На основе приведенных ранее результатов соевое молоко из органической соевой муки (OFS) считается наилучшим субстратом для синтеза изофлавонов-агликонов и эквола. Насколько нам известно, нет предварительного исследования, касающегося использования соевого молока, полученного на основе муки из органически культивированной сои для синтеза изофлавонов-агликонов и эквола.

Таким образом, концентрация луназина была определена методом HPLC (Wang et al. 2008. Analysis of soybean protein derived peptides and the effect of cultivar, environmental conditions, and processing of lunasin concentration in soybean and soy products. J. AOAC Intern. 91:936-944) до инкубации концентрация луназина равнялась приблизительно 3,2 мг/100 мл (фигура 3). В способе ферментации выбранная смешанная закваска способствовала постоянному увеличению луназина, уровень которого после 96 часов инкубации составлял приблизительно 8,4 мг/100 мл. Насколько нам известно, нет предварительного исследования сопутствующего синтеза изофлавонов-агликонов, эквола и луназина в одном и том же препарате, состоящем из соевого молока, ферментированного молочнокислыми бактериями. Физиологические эффекты этого биоактивного пептида (луназина) широко описаны в литературе (Jeong et al., 2003. Characterization of lunasin isolated from soybean. J Agric Food Chem. 51: 7901-7906; Jeong et al. 2007. The cancer preventive peptide lunasin from wheat inhibits core histone acetylation. Cancer Lett. 255:42-48).

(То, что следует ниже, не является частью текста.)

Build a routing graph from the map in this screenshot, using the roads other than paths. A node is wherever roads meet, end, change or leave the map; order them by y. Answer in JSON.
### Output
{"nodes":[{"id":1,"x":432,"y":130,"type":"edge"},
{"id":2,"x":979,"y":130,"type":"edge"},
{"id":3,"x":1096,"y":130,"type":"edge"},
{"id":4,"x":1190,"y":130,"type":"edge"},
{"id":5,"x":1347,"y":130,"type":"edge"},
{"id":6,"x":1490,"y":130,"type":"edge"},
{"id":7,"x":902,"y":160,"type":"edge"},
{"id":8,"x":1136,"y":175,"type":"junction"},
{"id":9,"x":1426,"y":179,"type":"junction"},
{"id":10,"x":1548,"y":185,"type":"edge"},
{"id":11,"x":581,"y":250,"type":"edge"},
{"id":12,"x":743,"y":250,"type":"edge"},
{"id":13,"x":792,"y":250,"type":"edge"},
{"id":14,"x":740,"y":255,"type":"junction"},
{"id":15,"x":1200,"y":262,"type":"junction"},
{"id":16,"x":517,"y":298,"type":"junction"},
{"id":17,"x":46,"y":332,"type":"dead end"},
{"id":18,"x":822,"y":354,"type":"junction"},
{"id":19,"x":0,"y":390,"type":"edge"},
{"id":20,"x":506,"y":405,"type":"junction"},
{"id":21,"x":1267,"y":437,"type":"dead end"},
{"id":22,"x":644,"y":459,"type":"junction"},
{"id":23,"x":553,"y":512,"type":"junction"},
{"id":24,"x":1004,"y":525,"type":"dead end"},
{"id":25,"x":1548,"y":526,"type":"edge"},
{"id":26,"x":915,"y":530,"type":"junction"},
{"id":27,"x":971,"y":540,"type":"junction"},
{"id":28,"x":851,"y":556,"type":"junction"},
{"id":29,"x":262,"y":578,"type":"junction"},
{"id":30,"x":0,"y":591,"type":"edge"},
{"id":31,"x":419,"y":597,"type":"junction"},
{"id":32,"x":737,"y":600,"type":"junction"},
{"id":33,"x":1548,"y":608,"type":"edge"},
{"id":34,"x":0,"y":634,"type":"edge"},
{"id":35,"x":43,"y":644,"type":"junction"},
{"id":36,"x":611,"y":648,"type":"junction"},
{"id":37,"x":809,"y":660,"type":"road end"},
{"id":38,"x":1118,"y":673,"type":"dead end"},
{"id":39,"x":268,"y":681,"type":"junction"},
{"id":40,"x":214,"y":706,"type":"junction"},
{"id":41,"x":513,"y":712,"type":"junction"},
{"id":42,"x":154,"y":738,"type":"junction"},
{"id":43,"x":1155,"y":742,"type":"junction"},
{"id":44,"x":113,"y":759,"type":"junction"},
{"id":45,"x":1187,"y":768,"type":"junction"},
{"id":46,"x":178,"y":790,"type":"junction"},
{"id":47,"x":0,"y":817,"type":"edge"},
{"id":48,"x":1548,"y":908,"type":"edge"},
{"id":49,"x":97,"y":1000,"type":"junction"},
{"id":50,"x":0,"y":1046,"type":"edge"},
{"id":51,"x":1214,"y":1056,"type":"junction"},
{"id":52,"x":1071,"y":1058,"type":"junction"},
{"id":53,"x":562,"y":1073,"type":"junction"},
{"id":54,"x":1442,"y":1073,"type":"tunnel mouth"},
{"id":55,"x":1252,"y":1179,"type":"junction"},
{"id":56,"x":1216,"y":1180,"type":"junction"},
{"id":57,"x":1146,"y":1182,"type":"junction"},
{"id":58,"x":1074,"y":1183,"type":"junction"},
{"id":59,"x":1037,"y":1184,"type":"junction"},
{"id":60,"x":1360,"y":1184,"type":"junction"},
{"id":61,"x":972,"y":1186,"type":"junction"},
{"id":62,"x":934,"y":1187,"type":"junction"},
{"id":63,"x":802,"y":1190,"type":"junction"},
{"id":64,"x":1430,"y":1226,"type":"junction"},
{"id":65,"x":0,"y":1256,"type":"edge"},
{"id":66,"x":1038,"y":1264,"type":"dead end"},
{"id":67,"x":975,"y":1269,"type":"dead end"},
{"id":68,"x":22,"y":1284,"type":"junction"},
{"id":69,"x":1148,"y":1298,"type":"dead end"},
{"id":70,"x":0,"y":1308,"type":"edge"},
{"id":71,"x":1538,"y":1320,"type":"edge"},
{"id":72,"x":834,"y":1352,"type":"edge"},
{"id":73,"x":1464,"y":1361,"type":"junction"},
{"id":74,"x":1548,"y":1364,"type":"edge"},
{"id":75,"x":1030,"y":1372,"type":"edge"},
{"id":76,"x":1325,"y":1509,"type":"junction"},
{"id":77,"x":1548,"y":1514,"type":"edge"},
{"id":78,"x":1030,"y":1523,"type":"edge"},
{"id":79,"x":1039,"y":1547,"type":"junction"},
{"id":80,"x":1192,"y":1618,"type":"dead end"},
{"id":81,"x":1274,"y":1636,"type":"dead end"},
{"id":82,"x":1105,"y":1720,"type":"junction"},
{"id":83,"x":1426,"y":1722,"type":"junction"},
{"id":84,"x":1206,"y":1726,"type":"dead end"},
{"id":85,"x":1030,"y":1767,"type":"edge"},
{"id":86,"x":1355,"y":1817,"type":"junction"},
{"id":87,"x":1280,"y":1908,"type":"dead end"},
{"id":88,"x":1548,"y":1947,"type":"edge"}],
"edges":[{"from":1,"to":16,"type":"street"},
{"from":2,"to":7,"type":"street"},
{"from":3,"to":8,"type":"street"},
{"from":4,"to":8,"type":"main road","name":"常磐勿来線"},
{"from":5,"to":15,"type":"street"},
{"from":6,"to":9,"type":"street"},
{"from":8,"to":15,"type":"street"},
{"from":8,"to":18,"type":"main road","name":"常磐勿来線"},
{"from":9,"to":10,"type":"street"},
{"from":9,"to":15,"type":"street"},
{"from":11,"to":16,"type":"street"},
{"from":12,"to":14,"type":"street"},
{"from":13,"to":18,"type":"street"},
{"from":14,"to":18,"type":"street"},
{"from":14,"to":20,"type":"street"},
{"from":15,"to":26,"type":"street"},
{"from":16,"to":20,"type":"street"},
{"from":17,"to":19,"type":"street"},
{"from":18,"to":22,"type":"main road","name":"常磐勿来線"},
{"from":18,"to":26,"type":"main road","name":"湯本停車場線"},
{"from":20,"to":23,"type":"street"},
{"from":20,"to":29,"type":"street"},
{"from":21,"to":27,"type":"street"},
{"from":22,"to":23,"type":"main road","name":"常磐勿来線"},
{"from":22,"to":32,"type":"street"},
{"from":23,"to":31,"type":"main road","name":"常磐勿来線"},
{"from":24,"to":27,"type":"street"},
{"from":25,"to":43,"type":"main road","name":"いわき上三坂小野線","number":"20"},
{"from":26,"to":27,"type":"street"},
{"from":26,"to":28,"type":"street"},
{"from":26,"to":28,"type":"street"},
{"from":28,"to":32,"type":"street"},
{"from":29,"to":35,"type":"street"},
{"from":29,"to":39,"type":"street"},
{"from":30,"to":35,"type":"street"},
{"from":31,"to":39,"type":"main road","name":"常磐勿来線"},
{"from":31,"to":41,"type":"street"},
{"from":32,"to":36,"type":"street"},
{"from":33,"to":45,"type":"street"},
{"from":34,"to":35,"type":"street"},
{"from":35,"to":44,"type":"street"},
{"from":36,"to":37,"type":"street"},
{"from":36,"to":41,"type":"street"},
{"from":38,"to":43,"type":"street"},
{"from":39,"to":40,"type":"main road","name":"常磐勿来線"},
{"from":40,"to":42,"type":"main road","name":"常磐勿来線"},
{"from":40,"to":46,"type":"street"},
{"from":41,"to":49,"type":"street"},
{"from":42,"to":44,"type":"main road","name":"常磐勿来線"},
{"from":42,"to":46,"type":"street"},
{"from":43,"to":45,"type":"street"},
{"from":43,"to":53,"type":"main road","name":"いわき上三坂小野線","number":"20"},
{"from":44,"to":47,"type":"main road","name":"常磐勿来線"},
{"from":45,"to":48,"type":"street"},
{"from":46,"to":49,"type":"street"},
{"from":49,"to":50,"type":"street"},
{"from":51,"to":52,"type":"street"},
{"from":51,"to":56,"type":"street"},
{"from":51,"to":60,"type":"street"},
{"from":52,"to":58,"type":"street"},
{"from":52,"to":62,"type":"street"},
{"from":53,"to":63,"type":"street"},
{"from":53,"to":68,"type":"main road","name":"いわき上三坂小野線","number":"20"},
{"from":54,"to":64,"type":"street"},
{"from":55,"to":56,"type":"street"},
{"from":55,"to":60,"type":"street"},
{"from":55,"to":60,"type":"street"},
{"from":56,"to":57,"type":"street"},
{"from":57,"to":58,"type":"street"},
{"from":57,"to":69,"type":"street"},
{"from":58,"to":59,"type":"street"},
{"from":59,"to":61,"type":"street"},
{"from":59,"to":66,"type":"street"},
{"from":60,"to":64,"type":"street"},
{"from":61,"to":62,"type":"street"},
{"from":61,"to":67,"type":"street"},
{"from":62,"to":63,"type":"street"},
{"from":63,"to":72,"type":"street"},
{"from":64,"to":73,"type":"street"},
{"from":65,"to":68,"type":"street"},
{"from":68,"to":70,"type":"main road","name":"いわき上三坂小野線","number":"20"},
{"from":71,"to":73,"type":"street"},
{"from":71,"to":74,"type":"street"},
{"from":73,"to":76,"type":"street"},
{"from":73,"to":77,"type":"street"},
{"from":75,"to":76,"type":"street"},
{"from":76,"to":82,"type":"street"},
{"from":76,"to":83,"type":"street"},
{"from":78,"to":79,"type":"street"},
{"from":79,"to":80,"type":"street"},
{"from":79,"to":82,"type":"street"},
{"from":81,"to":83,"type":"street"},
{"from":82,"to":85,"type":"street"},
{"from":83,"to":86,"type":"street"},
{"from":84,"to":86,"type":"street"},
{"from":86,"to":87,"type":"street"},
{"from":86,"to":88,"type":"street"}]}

На основе полученных ранее результатов ферментированное OFS соевое молоко использовали для оценки защитного действия на кожные покровы и на клетки кишечника человека.

(3) Тесты на восстановленном эпидермисе и измерение TEER (Трансэпитальное электрическое сопротивление)

Соевое молоко OFS, полученное из органической соевой муки и ферментированное выбранной смешанной закваской, использовали при конечной концентрации эквола 10 мкМ для обработки восстановленного эпидермиса согласно модели SkinEthic®. Эта модель широко исследовалась и была принята научным сообществом (Di Cagno et al., 2009. Synthesis of γ-amino butyric acid (GABA) by Lactobacillus plantarum DSMZ19463: functional grape must beverage and dermatological application. Appl Biotechnol Microbiol DOI: 10.1007/s00253-009-23704). После обработки в течение 24 часов выполняли измерения TEER. Этот тип анализа, широко принятый международным научным сообществом, оценивает коррозионную емкость ткани, используя в качестве репера целостность рогового слоя и его барьерную функцию. В частности, с помощью этой регистрации можно получить информацию о присутствии на уровне рогового слоя компактной ламеллярной структуры, интегральных жестких соединений и эпидермального утолщения. Эти факторы в целом определяют эффективную барьерную функцию. Фигура 4 показывает, как в присутствии ферментированного OFS соевого молока наблюдается значительное увеличение (Р<0,05) величины TEER, демонстрируя защитное действие этой молекулы на уровне кожи. Такой же результат получался со смесью химически синтезированных эквола и луназина.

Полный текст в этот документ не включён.